The RSEM Reference uses GENCODE comprehensive gene annotations. For more detailed information please refer to the GENCODE documentation under “Genome Annotations” section.
wget https://storage.googleapis.com/genomics-public-data/resources/broad/hg38/v0/Homo_sapiens_assembly38.fasta
with open('Homo_sapiens_assembly38.fasta', 'r') as fasta:
contigs = fasta.read()
contigs = contigs.split('>')
contig_ids = [i.split(' ', 1)[0] for i in contigs]
# exclude ALT, HLA and decoy contigs
filtered_fasta = '>'.join([c for i,c in zip(contig_ids, contigs)
if not (i[-4:]=='_alt' or i[:3]=='HLA' or i[-6:]=='_decoy')])
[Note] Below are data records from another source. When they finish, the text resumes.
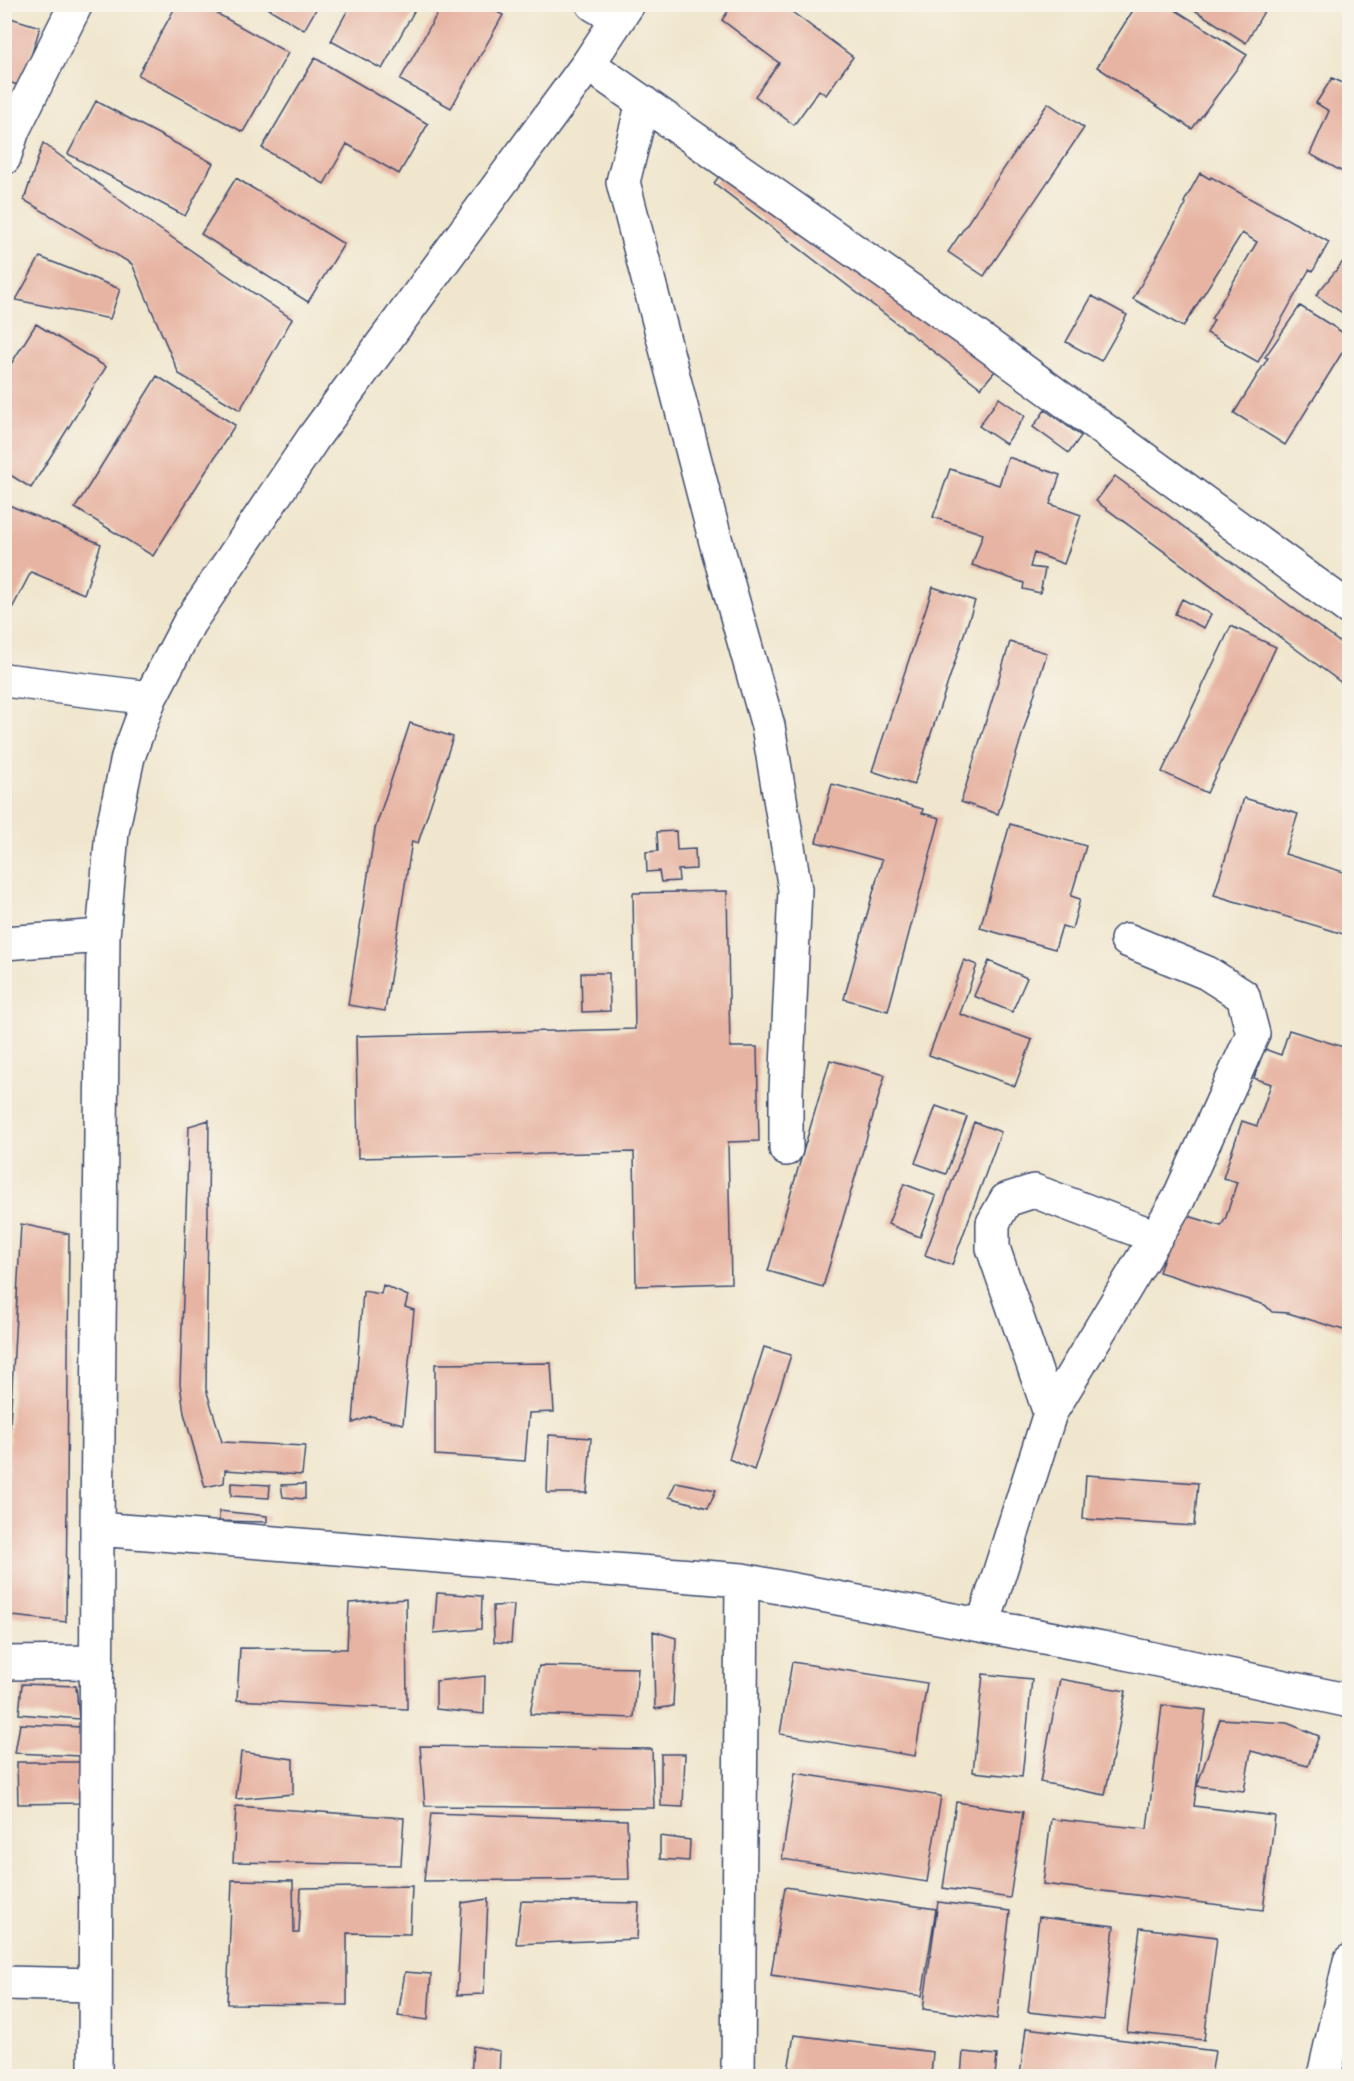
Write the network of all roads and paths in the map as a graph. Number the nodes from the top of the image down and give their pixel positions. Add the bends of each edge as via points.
1 (76, 4) edge
2 (613, 9) edge
3 (588, 63) junction
4 (643, 102) junction
5 (4, 158) edge
6 (1350, 609) edge
7 (4, 680) edge
8 (150, 698) junction
9 (103, 936) junction
10 (1127, 940) dead end
11 (4, 943) edge
12 (786, 1149) dead end
13 (1156, 1237) junction
14 (1050, 1413) junction
15 (97, 1529) junction
16 (742, 1580) junction
17 (983, 1625) junction
18 (97, 1662) junction
19 (4, 1663) edge
20 (1350, 1701) edge
21 (1350, 1961) edge
22 (4, 1983) edge
23 (95, 1985) junction
24 (95, 2076) edge
25 (738, 2076) edge
26 (1324, 2076) edge

1 - 5 street via 13,130
2 - 3 street
3 - 4 street
3 - 8 street via 314,437 189,623
4 - 6 street via 977,337
4 - 12 street via 623,182 768,726 795,889
7 - 8 street
8 - 9 street via 128,757 112,832
9 - 11 street
9 - 15 street
10 - 13 street via 1207,973 1243,996 1253,1034 1178,1200
13 - 14 street
13 - 14 street via 1034,1191 1006,1200 993,1223 993,1248
14 - 17 street
15 - 16 street
15 - 18 street
16 - 17 street
16 - 25 street
17 - 20 street
18 - 19 street
18 - 23 street
21 - 26 street
22 - 23 street
23 - 24 street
with open('Homo_sapiens_assembly38_noALT_noHLA_noDecoy.fasta', 'w') as fasta:
fasta.write(filtered_fasta)
samtools faidx Homo_sapiens_assembly38_noALT_noHLA_noDecoy.fasta
java -jar picard.jar \
CreateSequenceDictionary \
R=Homo_sapiens_assembly38_noALT_noHLA_noDecoy.fasta \
O=Homo_sapiens_assembly38_noALT_noHLA_noDecoy.dict
rsem-prepare-reference \
--gtf gencode.annotation.gtf \
Homo_sapiens_assembly38_noALT_noHLA_noDecoy.fasta \
rsem_reference
The current reference was generated using RSEM version v1.3.3.